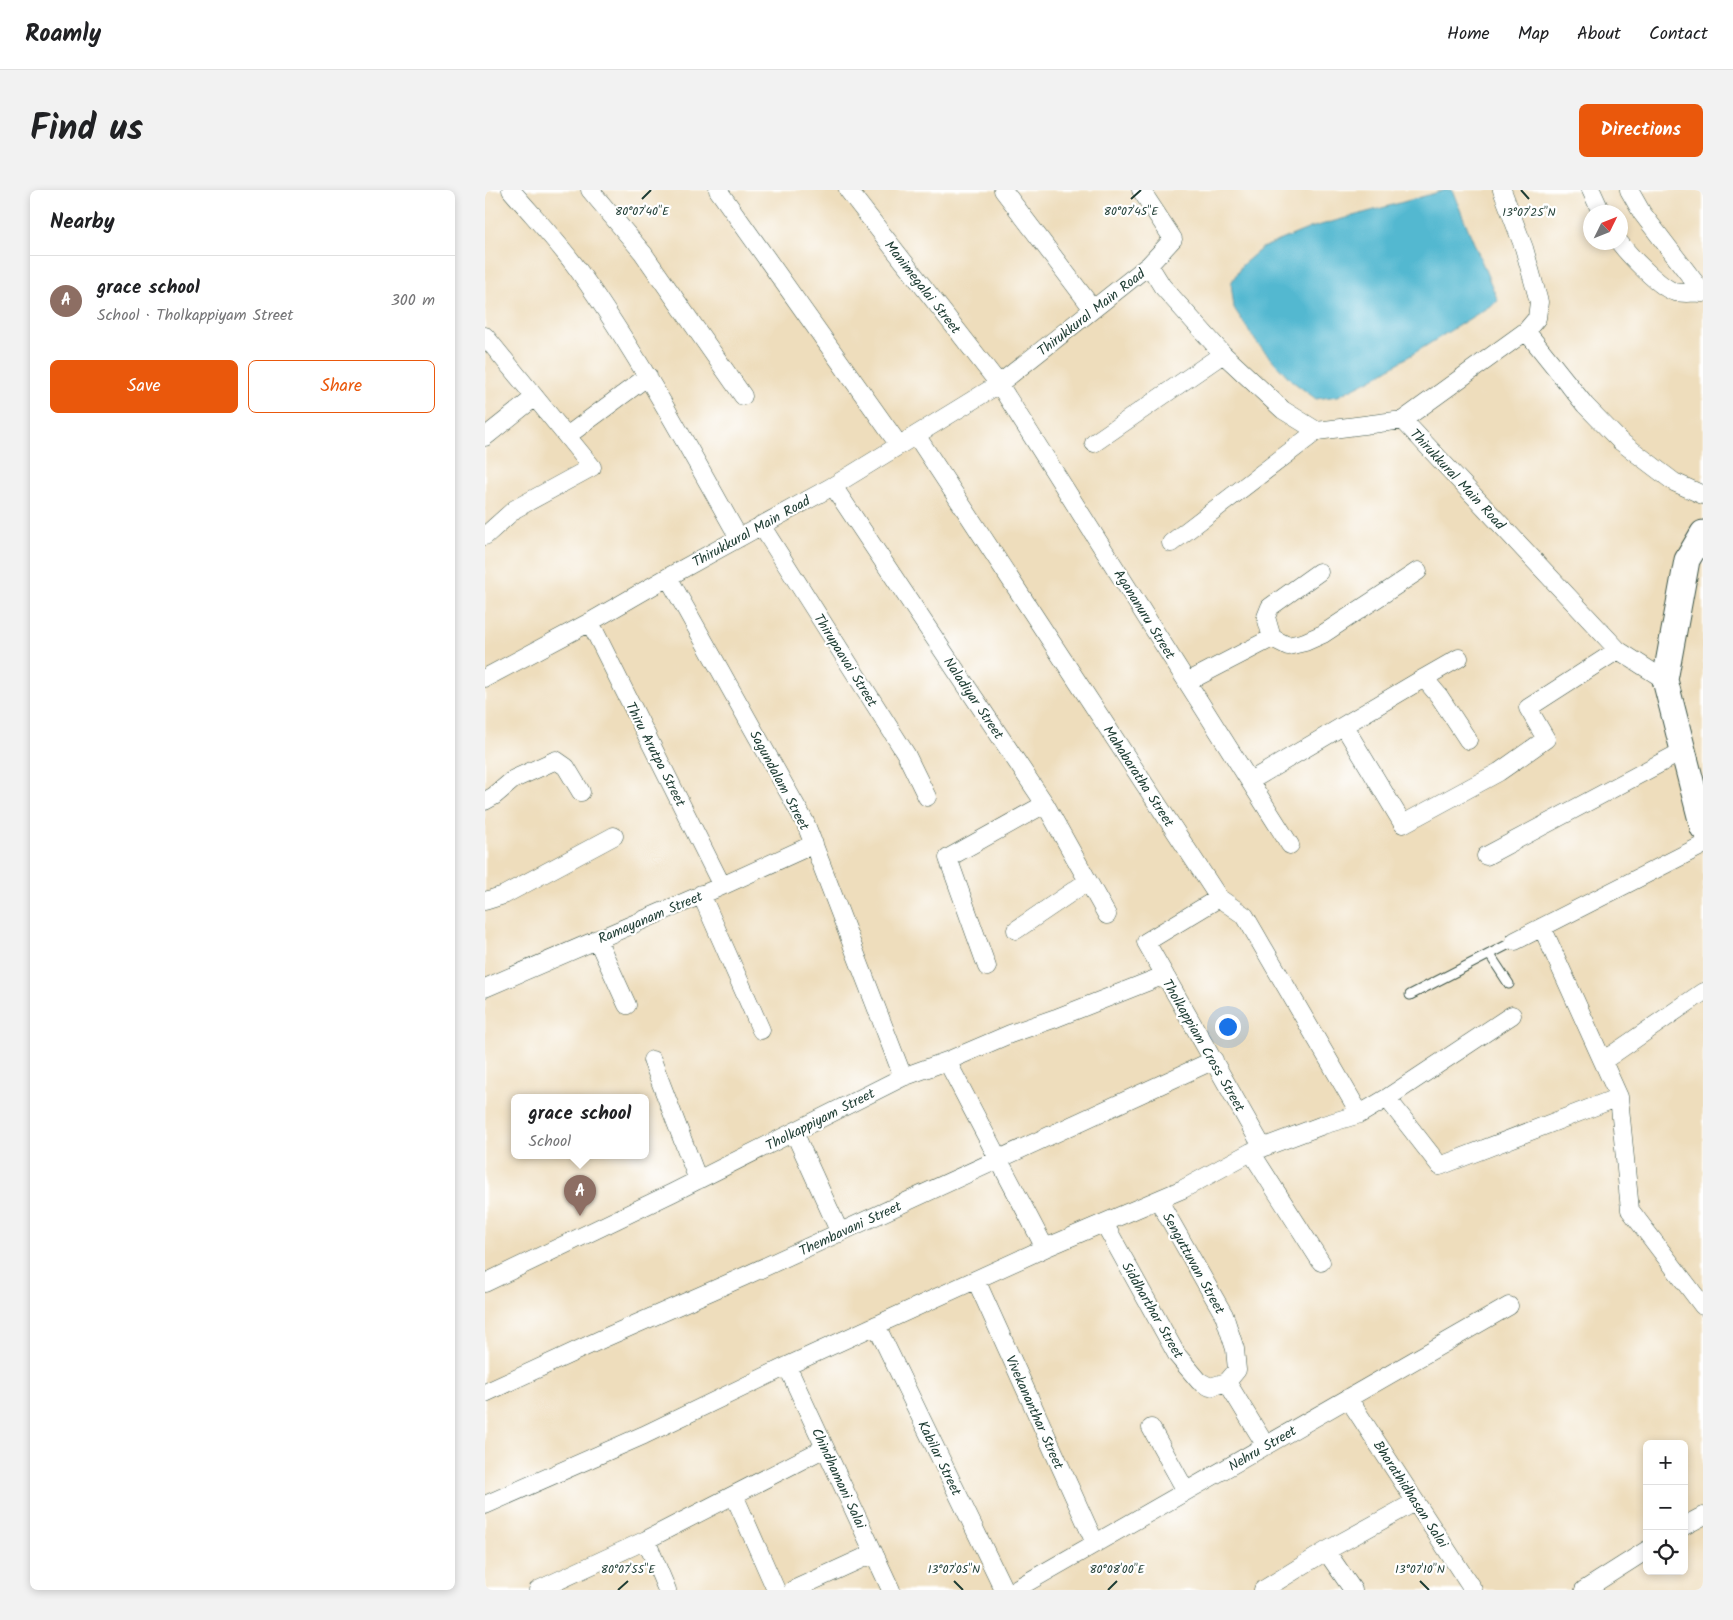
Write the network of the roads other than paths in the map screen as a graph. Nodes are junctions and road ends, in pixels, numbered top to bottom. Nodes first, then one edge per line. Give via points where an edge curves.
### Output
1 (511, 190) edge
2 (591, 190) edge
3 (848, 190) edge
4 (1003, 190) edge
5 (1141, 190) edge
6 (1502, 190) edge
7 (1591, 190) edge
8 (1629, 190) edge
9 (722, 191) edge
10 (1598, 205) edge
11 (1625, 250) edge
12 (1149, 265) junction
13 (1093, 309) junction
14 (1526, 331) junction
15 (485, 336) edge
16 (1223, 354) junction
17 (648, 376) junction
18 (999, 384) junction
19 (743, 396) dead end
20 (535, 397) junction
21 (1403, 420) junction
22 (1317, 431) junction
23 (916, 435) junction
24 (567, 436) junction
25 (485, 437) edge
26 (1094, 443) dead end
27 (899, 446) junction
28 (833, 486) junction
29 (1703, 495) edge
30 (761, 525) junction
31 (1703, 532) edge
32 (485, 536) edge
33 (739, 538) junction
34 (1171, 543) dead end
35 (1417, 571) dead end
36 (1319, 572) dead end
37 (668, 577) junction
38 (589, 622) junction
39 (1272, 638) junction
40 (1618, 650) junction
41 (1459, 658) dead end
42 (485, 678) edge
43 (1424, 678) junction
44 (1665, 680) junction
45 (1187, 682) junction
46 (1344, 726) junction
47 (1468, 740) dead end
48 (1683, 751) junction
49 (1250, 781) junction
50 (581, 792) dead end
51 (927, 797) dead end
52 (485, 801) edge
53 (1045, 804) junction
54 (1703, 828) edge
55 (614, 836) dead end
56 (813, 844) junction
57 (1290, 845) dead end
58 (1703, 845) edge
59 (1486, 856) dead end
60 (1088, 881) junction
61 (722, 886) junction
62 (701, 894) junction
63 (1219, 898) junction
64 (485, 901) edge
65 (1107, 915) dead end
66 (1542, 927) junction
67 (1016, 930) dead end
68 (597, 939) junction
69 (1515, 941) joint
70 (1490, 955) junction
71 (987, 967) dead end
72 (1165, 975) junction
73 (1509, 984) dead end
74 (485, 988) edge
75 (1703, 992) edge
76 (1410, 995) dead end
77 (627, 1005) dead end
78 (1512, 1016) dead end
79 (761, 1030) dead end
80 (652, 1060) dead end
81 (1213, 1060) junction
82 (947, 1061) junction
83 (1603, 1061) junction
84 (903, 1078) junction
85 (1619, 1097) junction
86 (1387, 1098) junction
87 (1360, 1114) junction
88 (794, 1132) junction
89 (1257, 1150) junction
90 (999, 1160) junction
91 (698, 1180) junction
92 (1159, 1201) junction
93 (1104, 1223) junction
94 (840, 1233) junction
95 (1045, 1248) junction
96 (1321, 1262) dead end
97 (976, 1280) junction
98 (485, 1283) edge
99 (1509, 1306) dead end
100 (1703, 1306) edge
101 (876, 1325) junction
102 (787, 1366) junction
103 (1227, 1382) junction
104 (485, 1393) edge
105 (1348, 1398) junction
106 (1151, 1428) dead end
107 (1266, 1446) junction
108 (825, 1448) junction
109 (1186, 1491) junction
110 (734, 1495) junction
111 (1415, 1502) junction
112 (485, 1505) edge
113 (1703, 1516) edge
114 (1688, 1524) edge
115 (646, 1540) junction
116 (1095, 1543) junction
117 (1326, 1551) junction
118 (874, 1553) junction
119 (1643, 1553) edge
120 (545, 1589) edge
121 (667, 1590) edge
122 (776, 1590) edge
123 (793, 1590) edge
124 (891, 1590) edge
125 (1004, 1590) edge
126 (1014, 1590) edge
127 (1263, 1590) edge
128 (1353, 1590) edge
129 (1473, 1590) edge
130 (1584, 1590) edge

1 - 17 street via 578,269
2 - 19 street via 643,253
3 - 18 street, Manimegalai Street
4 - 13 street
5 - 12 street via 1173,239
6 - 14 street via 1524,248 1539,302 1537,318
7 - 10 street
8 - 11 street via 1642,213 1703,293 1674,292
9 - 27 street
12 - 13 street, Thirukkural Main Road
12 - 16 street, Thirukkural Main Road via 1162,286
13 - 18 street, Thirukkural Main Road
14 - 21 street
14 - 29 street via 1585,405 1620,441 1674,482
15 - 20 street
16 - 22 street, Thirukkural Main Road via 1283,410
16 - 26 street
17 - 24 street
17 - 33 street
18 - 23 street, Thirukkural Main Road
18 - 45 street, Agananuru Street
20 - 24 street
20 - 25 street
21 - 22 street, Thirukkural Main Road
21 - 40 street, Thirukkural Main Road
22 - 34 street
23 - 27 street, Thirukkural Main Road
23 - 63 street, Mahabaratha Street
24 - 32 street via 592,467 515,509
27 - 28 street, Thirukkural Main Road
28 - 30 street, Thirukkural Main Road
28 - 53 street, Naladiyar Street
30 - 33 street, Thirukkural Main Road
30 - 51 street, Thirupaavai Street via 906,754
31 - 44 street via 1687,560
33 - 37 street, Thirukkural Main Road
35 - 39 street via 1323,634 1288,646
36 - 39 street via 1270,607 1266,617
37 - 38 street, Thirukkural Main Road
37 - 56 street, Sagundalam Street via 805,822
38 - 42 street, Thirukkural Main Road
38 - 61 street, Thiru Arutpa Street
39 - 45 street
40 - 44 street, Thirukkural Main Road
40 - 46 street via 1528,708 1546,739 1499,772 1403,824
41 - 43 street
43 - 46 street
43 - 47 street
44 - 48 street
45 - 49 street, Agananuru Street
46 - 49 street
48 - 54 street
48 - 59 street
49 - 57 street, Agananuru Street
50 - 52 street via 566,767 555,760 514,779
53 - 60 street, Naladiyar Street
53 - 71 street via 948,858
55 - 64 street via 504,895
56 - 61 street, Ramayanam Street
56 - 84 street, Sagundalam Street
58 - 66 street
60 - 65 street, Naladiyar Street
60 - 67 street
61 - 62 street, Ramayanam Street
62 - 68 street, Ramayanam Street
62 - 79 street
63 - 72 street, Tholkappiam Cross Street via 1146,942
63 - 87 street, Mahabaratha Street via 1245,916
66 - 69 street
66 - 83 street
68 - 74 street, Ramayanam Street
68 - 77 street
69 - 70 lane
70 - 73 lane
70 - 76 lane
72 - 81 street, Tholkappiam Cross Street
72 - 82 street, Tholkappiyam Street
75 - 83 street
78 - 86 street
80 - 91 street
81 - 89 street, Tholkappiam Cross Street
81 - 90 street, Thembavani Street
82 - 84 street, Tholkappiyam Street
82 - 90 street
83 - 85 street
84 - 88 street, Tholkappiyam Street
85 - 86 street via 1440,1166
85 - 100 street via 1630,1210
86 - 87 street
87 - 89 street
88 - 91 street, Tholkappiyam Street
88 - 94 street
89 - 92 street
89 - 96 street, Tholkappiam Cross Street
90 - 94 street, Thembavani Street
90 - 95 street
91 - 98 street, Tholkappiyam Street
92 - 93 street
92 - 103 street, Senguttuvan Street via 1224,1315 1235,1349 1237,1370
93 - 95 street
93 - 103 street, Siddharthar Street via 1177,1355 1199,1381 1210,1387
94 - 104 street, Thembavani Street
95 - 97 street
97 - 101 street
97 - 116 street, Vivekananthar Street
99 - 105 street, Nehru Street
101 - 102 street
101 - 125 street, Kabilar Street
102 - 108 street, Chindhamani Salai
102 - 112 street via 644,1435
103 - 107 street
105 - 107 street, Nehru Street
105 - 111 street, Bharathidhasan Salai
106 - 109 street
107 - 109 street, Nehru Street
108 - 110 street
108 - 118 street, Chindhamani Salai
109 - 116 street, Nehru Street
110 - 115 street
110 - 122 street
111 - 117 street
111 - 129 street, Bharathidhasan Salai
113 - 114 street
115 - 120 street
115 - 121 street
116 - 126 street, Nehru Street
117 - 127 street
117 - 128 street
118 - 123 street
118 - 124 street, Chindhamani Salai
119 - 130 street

> Your objective
Scan the material above for the string "Tholkappiam", and copy every line where it is found.

> Solution to this task
63 - 72 street, Tholkappiam Cross Street via 1146,942
72 - 81 street, Tholkappiam Cross Street
81 - 89 street, Tholkappiam Cross Street
89 - 96 street, Tholkappiam Cross Street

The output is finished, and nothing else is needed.